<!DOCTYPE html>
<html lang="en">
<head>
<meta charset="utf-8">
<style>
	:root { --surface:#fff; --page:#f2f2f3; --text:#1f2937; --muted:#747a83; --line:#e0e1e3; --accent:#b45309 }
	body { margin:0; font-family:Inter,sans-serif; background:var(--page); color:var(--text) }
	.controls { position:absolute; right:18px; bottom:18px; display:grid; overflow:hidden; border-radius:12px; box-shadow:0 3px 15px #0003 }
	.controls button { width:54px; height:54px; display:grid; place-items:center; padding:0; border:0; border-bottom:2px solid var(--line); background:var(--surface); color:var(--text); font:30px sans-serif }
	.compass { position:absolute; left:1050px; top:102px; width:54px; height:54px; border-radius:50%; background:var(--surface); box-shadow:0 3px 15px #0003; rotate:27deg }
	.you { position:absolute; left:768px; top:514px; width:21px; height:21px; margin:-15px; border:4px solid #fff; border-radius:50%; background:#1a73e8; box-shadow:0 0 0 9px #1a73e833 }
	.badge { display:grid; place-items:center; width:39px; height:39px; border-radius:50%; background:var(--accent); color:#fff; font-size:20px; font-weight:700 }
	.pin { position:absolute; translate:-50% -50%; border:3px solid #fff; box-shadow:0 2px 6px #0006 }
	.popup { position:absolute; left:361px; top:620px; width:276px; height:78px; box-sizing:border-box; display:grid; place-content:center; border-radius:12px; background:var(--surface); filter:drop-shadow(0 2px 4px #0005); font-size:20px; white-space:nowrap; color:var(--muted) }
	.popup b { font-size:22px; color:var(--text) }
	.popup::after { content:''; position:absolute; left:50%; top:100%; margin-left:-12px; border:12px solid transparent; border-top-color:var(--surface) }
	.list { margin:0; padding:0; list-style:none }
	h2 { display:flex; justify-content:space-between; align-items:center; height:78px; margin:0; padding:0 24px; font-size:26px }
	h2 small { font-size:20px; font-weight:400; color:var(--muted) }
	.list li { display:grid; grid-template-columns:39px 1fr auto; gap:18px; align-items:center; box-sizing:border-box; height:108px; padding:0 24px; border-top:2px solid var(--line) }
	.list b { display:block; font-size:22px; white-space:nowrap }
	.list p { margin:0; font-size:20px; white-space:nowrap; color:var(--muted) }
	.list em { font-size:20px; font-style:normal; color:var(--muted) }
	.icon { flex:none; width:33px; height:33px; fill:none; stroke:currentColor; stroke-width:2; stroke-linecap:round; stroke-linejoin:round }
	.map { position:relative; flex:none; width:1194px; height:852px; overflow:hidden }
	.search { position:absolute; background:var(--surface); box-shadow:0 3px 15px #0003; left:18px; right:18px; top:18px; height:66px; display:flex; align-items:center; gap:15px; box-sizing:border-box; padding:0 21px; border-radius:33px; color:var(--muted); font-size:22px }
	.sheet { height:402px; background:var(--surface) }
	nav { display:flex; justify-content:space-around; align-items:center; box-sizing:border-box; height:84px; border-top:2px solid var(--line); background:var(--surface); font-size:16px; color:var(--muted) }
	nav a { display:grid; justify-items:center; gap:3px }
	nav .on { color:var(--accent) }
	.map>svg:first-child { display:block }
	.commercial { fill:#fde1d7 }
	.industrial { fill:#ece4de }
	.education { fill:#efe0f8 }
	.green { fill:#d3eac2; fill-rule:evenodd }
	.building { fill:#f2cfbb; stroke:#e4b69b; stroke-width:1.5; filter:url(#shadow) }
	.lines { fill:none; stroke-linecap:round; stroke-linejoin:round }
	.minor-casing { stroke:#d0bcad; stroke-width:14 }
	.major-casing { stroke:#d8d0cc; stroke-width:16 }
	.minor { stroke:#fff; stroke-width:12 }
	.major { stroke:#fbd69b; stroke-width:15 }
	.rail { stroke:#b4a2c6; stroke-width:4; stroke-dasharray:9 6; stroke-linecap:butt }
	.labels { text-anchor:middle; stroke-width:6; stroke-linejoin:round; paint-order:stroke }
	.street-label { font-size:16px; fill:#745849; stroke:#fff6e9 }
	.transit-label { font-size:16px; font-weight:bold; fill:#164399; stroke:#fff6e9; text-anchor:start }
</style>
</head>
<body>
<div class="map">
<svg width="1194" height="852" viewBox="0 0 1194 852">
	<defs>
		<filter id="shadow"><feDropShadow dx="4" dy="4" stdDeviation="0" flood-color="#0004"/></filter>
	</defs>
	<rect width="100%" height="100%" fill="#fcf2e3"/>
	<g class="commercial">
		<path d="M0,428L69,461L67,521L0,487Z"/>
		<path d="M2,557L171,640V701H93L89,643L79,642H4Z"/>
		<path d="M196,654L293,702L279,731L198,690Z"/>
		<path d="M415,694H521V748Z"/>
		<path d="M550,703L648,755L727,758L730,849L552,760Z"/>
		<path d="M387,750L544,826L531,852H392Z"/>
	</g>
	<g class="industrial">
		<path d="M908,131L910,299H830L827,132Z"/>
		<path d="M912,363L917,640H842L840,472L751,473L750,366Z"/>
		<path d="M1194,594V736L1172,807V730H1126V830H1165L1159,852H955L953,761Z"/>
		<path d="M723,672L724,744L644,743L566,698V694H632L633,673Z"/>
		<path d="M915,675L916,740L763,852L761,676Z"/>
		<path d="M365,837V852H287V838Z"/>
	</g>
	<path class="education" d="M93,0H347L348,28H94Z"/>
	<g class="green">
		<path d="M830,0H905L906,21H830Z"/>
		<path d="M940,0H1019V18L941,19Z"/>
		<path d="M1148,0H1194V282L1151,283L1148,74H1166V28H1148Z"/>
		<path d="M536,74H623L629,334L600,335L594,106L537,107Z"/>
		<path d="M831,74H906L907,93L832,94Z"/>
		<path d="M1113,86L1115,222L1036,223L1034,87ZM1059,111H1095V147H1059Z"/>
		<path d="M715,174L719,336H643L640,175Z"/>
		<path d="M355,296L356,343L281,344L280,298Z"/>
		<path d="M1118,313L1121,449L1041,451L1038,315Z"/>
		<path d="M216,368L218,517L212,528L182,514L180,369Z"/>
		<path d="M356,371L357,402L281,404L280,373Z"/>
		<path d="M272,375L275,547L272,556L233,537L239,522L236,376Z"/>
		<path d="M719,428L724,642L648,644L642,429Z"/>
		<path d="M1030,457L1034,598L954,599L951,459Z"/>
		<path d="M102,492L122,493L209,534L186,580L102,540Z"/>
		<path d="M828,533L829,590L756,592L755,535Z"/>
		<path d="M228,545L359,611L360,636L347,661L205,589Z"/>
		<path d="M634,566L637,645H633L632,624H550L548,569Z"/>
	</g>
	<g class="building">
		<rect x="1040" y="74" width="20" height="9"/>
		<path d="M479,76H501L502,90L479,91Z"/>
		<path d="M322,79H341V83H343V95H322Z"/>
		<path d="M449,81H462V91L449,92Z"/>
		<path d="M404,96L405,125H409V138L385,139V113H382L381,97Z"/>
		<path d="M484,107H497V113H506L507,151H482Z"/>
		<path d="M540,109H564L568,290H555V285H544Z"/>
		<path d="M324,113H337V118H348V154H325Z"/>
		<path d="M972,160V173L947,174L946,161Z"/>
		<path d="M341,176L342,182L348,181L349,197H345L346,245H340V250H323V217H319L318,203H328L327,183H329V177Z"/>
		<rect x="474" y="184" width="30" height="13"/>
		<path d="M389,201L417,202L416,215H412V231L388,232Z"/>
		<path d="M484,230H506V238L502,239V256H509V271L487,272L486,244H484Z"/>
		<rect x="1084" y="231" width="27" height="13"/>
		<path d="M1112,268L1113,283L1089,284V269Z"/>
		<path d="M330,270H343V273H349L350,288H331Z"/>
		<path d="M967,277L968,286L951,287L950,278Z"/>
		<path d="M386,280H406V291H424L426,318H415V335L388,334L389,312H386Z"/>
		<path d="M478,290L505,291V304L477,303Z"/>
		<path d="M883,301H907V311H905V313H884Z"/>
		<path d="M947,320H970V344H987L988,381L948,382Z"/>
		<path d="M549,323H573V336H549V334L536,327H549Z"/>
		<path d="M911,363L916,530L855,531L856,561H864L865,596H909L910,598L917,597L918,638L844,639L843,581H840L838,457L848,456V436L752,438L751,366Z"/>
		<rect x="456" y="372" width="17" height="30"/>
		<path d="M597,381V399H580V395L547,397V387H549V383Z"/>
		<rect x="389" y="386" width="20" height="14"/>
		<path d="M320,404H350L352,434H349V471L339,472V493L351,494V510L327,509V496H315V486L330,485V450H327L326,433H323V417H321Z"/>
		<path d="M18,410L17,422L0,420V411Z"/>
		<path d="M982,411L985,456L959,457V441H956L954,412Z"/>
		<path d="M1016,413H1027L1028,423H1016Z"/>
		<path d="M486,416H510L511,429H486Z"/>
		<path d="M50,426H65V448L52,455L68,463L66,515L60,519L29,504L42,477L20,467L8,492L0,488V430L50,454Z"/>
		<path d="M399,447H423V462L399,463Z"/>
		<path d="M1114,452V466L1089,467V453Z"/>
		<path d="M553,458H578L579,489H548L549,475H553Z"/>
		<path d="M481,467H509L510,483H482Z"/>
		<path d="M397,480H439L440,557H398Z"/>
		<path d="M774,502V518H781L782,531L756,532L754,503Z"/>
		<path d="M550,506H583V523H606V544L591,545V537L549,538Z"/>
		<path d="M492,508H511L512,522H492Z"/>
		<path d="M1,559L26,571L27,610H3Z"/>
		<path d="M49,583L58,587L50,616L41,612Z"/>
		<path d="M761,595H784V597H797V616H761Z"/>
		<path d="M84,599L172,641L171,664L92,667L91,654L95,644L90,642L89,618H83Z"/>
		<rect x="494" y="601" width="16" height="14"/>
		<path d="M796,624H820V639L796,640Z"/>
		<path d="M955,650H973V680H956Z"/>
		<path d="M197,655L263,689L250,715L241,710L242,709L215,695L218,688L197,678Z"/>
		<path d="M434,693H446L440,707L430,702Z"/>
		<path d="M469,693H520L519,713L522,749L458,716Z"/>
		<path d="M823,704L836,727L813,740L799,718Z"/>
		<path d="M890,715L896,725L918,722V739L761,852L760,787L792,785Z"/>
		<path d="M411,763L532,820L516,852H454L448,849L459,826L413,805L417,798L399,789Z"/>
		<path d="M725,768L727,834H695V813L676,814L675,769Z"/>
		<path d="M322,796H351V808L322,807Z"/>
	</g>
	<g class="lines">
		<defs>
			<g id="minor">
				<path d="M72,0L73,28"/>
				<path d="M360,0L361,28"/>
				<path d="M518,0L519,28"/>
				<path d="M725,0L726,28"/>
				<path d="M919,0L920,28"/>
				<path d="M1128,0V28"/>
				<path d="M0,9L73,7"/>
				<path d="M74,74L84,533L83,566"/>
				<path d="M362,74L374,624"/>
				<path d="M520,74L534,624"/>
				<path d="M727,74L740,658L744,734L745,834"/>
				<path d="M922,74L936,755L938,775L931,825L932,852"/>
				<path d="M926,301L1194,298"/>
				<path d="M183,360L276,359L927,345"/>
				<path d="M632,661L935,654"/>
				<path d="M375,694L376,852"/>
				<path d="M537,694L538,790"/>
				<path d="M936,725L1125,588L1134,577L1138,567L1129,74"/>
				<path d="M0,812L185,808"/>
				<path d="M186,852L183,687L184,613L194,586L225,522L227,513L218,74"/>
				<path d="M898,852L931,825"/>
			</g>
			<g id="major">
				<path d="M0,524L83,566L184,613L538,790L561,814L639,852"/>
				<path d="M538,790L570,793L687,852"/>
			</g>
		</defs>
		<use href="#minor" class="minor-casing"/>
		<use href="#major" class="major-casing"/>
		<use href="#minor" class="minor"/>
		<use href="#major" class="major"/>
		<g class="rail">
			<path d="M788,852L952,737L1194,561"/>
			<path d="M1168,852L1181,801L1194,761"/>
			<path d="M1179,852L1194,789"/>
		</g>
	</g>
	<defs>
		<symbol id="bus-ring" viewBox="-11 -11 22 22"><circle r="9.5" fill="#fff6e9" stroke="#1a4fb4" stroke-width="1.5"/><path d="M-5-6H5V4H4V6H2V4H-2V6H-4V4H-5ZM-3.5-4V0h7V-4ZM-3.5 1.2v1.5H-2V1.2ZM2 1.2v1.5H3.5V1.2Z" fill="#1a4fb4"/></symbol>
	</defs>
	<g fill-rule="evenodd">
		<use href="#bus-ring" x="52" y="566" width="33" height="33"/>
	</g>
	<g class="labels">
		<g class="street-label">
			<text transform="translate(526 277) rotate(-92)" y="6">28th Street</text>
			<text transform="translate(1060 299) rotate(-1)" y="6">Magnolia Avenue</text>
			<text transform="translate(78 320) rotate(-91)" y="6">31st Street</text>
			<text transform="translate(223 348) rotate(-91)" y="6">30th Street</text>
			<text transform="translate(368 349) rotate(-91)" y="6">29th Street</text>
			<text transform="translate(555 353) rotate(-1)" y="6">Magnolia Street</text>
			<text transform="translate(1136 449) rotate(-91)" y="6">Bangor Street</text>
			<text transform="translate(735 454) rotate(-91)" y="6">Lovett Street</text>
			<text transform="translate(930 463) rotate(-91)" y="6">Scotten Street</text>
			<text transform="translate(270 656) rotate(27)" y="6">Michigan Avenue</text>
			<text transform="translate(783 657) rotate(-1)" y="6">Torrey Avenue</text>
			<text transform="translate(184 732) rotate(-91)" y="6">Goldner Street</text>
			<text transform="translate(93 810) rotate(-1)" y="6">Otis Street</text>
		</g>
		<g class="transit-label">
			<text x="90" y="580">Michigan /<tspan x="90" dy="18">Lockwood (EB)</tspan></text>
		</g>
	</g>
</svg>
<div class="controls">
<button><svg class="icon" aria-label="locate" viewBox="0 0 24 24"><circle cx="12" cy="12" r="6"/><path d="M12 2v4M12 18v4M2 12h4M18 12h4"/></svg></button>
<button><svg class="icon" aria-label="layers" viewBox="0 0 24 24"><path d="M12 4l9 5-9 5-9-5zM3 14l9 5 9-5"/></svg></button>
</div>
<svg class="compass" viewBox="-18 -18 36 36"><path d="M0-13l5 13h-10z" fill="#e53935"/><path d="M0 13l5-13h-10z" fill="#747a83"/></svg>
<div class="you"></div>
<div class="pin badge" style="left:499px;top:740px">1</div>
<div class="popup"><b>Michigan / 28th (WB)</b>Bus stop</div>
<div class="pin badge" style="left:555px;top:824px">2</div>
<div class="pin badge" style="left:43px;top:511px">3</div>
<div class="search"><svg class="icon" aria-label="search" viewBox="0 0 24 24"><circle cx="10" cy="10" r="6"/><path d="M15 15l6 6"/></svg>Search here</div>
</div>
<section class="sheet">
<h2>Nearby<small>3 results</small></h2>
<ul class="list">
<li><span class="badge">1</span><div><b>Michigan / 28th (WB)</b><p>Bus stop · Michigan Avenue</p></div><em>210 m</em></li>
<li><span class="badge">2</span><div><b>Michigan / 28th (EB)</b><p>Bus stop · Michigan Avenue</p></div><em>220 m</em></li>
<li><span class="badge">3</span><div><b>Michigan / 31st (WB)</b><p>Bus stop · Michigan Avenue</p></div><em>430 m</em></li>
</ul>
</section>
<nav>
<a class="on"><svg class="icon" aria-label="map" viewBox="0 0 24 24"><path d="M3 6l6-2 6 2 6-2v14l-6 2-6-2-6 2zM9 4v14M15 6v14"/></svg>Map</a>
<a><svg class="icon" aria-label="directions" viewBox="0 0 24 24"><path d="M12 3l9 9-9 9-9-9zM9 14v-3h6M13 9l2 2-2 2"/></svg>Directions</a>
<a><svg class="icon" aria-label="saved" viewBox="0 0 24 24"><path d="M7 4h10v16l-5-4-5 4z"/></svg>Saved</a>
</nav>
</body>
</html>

### What you should do
The lines you return should be those above that contain the word "linejoin", every one of them.

### Exercise output
	.icon { flex:none; width:33px; height:33px; fill:none; stroke:currentColor; stroke-width:2; stroke-linecap:round; stroke-linejoin:round }
	.lines { fill:none; stroke-linecap:round; stroke-linejoin:round }
	.labels { text-anchor:middle; stroke-width:6; stroke-linejoin:round; paint-order:stroke }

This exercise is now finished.